What is being asked: Treat the line containing "I need the junctions" as the first line of the answer and the last line of the data as its final line, reproducing every line between exactly.

Top of Task material

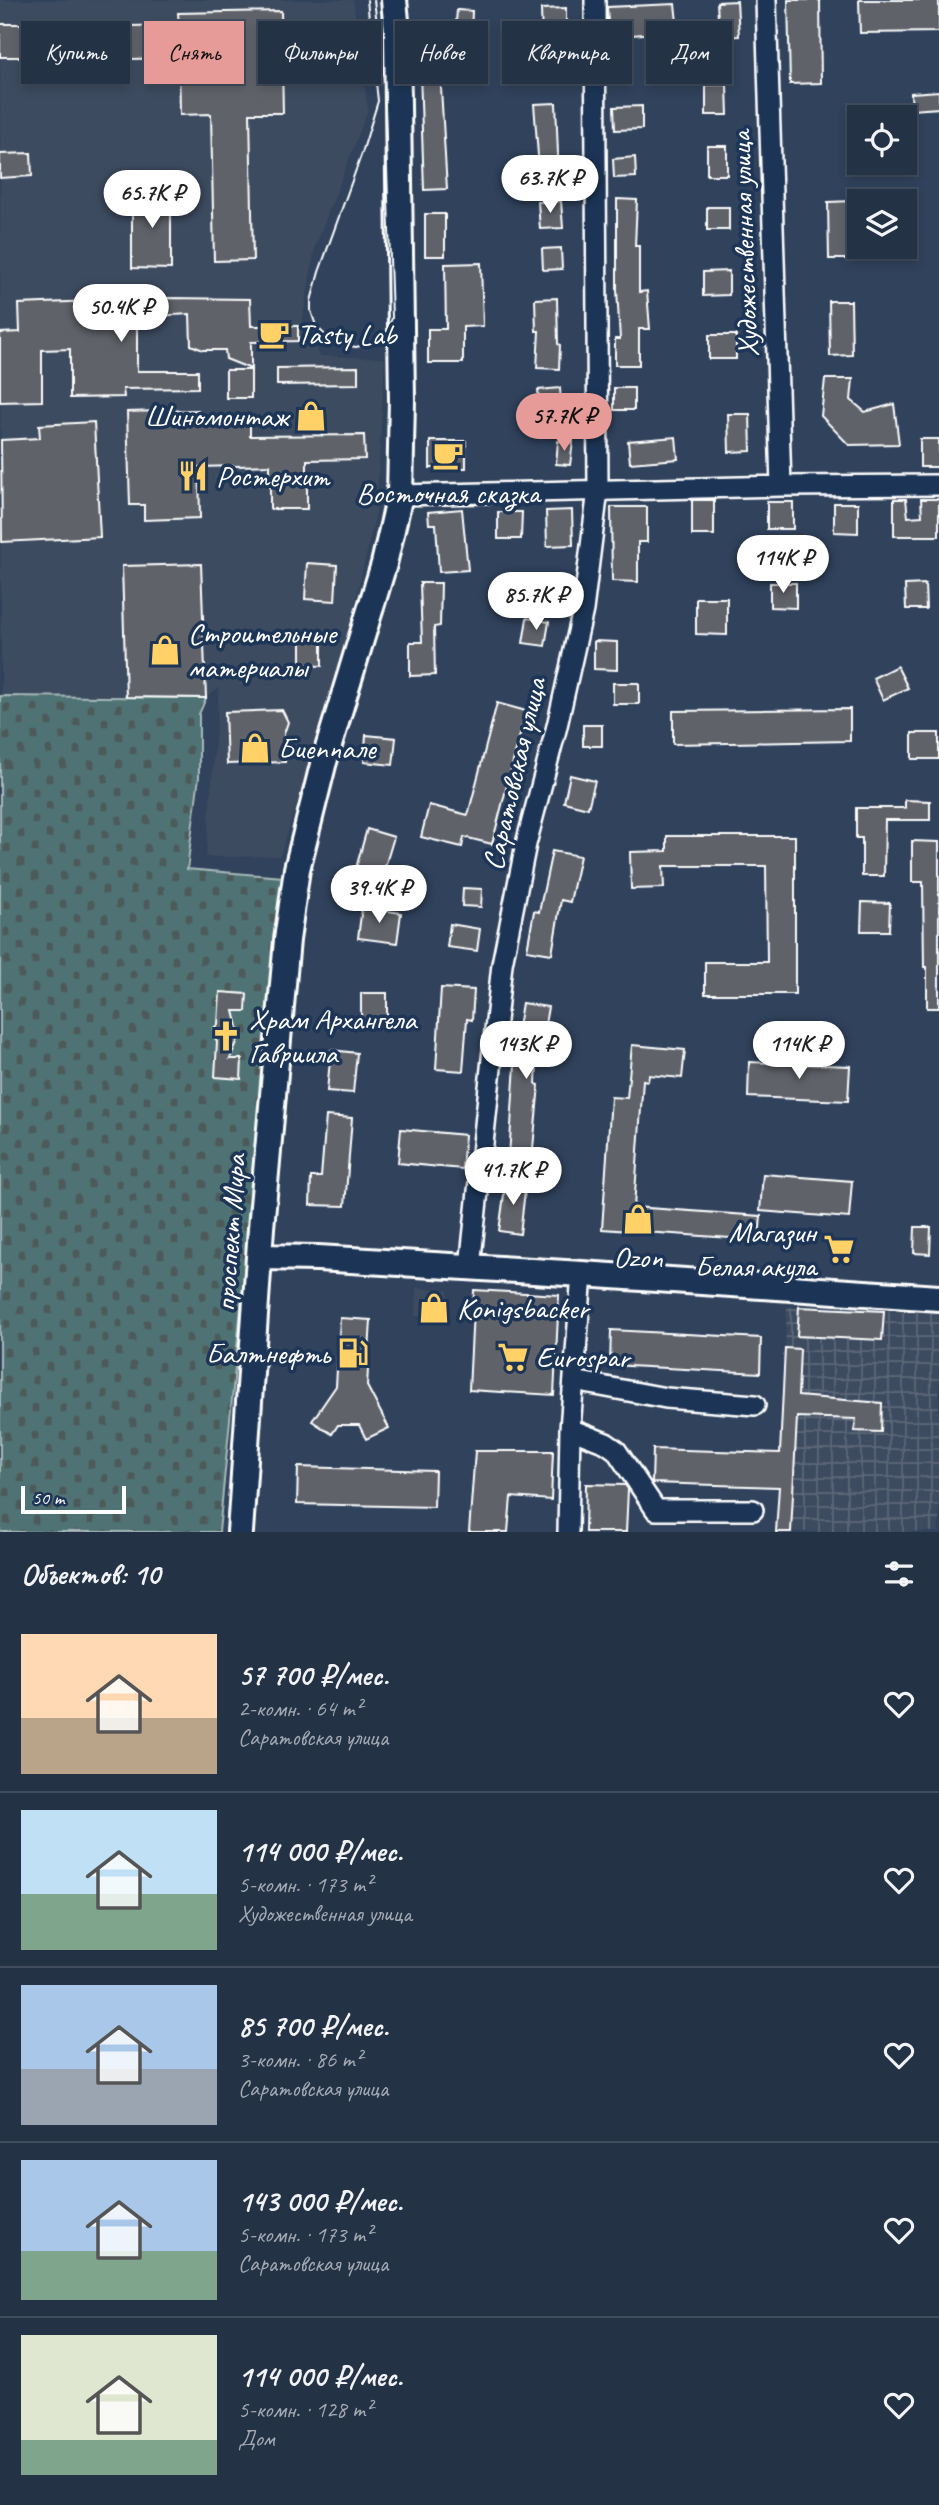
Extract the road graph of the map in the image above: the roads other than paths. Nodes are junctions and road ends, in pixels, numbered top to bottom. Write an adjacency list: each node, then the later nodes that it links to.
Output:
1 (394, 0): 7 (main road, проспект Мира)
2 (595, 0): 6 (street, Саратовская улица)
3 (766, 0): 5 (street, Художественная улица)
4 (939, 485): 5 (street)
5 (781, 486): 6 (street)
6 (598, 490): 7 (street); 9 (street, Саратовская улица)
7 (400, 495): 8 (main road, проспект Мира)
8 (260, 1257): 9 (main road); 16 (main road, проспект Мира)
9 (470, 1267): 10 (main road)
10 (582, 1274): 11 (main road); 12 (street)
11 (939, 1298)
12 (573, 1381): 13 (street); 14 (street)
13 (755, 1405)
14 (570, 1429): 15 (street); 17 (street)
15 (754, 1510)
16 (240, 1532)
17 (568, 1532)

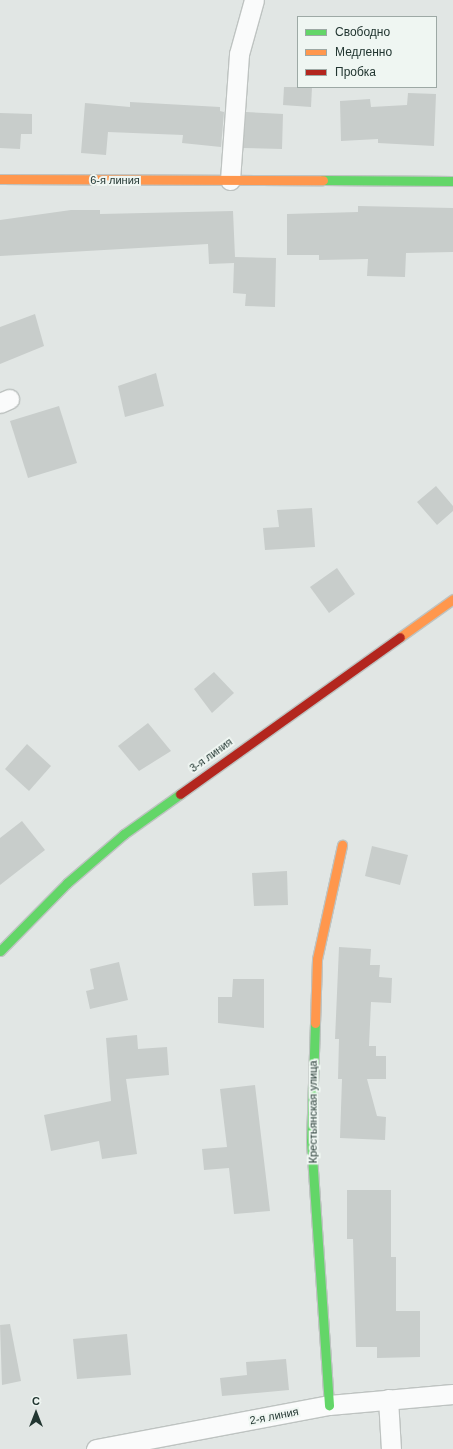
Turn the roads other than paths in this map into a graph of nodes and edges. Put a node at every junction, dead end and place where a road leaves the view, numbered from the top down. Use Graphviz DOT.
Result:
graph roads {
  1 [pos="254,0"];
  2 [pos="0,179"];
  3 [pos="230,180"];
  4 [pos="453,181"];
  5 [pos="453,599"];
  6 [pos="342,845"];
  7 [pos="0,950"];
  8 [pos="453,1394"];
  9 [pos="388,1399"];
  10 [pos="329,1406"];
  11 [pos="96,1449"];
  12 [pos="391,1449"];
  1 -- 3 [label="street"];
  2 -- 3 [label="street, 6-я линия"];
  3 -- 4 [label="street, 6-я линия"];
  5 -- 7 [label="street, 3-я линия"];
  6 -- 10 [label="street, Крестьянская улица"];
  8 -- 9 [label="street, 2-я линия"];
  9 -- 10 [label="street, 2-я линия"];
  9 -- 12 [label="street"];
  10 -- 11 [label="street, 2-я линия"];
}
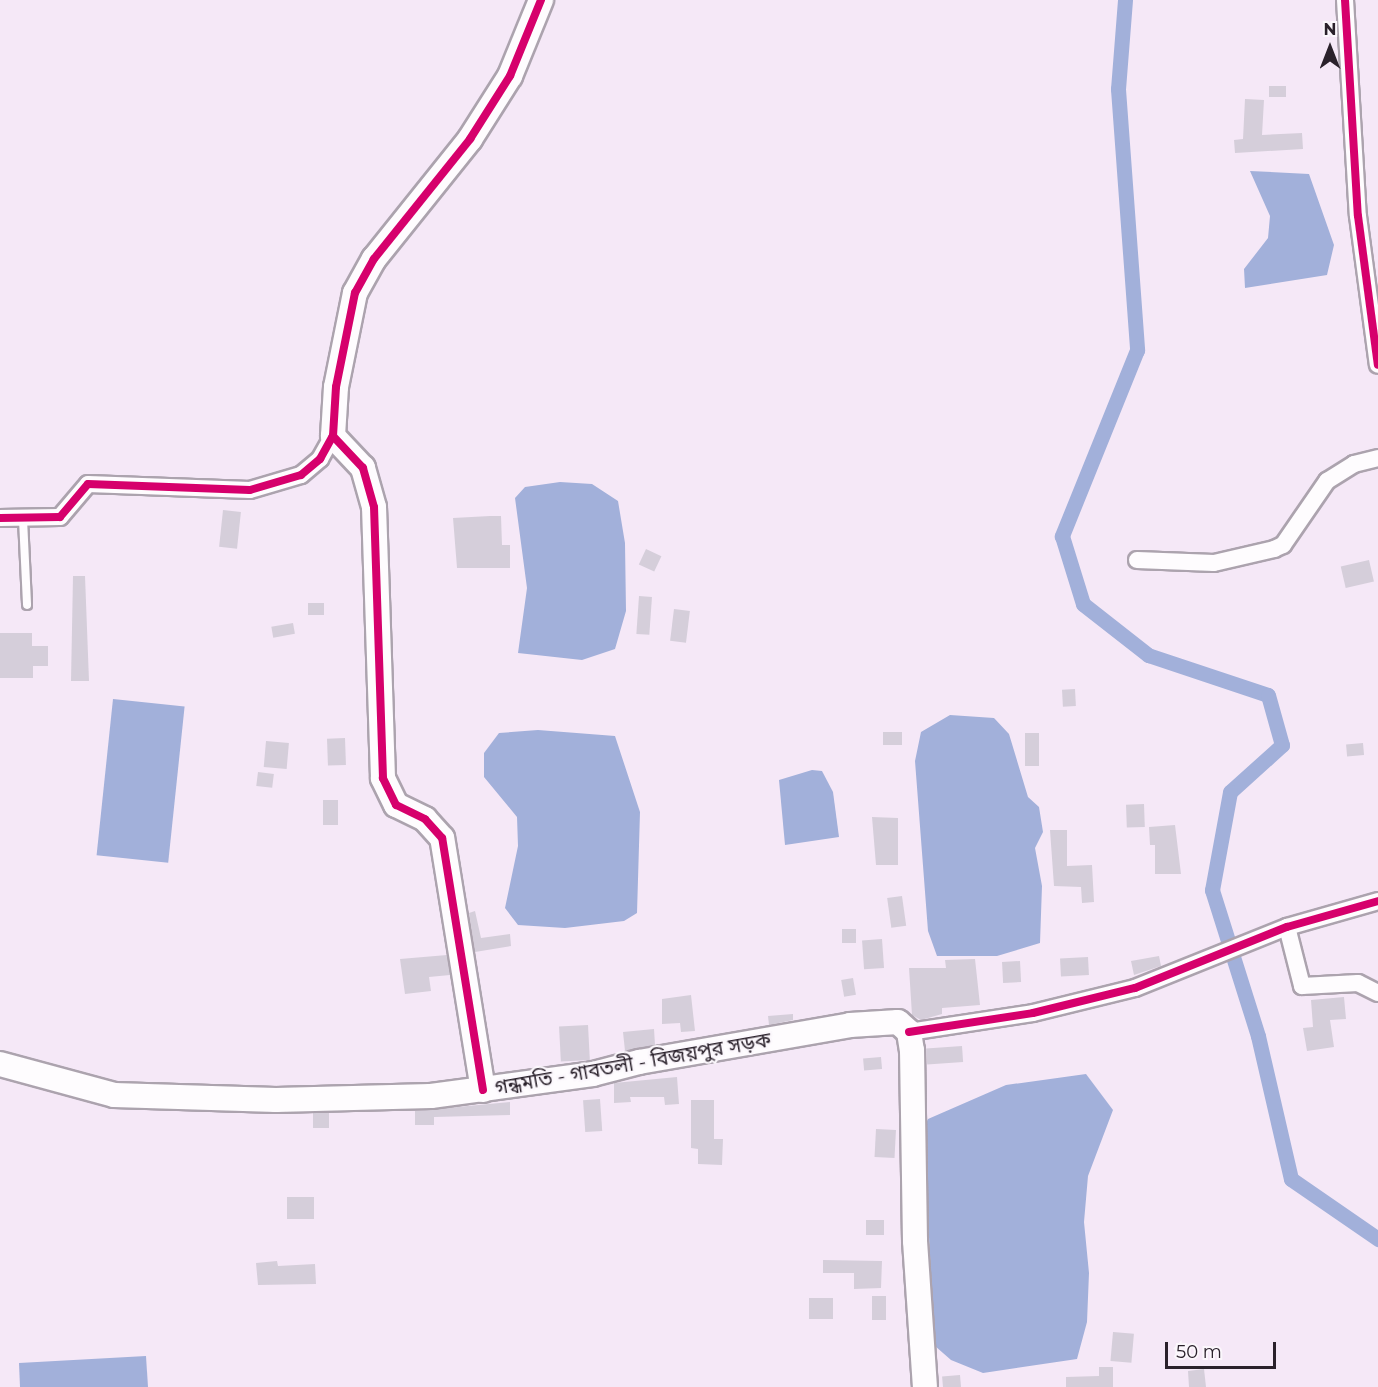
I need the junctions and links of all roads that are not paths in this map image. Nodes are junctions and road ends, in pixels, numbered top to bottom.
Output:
1 (541, 0) edge
2 (1345, 0) edge
3 (1378, 365) edge
4 (333, 436) junction
5 (1378, 458) edge
6 (0, 518) edge
7 (22, 519) junction
8 (1137, 560) dead end
9 (27, 605) dead end
10 (1378, 901) edge
11 (1287, 927) junction
12 (1378, 993) edge
13 (909, 1032) junction
14 (0, 1064) edge
15 (483, 1090) junction
16 (926, 1387) edge

1 - 4 main road
2 - 3 street
4 - 7 street
4 - 15 main road
5 - 8 street
6 - 7 street
7 - 9 lane
10 - 11 street
11 - 12 street
11 - 13 street
13 - 15 main road, গন্ধমতি - গাবতলী - বিজয়পুর সড়ক
13 - 16 main road
14 - 15 main road, গন্ধমতি - গাবতলী - বিজয়পুর সড়ক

Bottom of Task material

Exercise solution:
I need the junctions and links of all roads that are not paths in this map image. Nodes are junctions and road ends, in pixels, numbered top to bottom.
Output:
1 (541, 0) edge
2 (1345, 0) edge
3 (1378, 365) edge
4 (333, 436) junction
5 (1378, 458) edge
6 (0, 518) edge
7 (22, 519) junction
8 (1137, 560) dead end
9 (27, 605) dead end
10 (1378, 901) edge
11 (1287, 927) junction
12 (1378, 993) edge
13 (909, 1032) junction
14 (0, 1064) edge
15 (483, 1090) junction
16 (926, 1387) edge

1 - 4 main road
2 - 3 street
4 - 7 street
4 - 15 main road
5 - 8 street
6 - 7 street
7 - 9 lane
10 - 11 street
11 - 12 street
11 - 13 street
13 - 15 main road, গন্ধমতি - গাবতলী - বিজয়পুর সড়ক
13 - 16 main road
14 - 15 main road, গন্ধমতি - গাবতলী - বিজয়পুর সড়ক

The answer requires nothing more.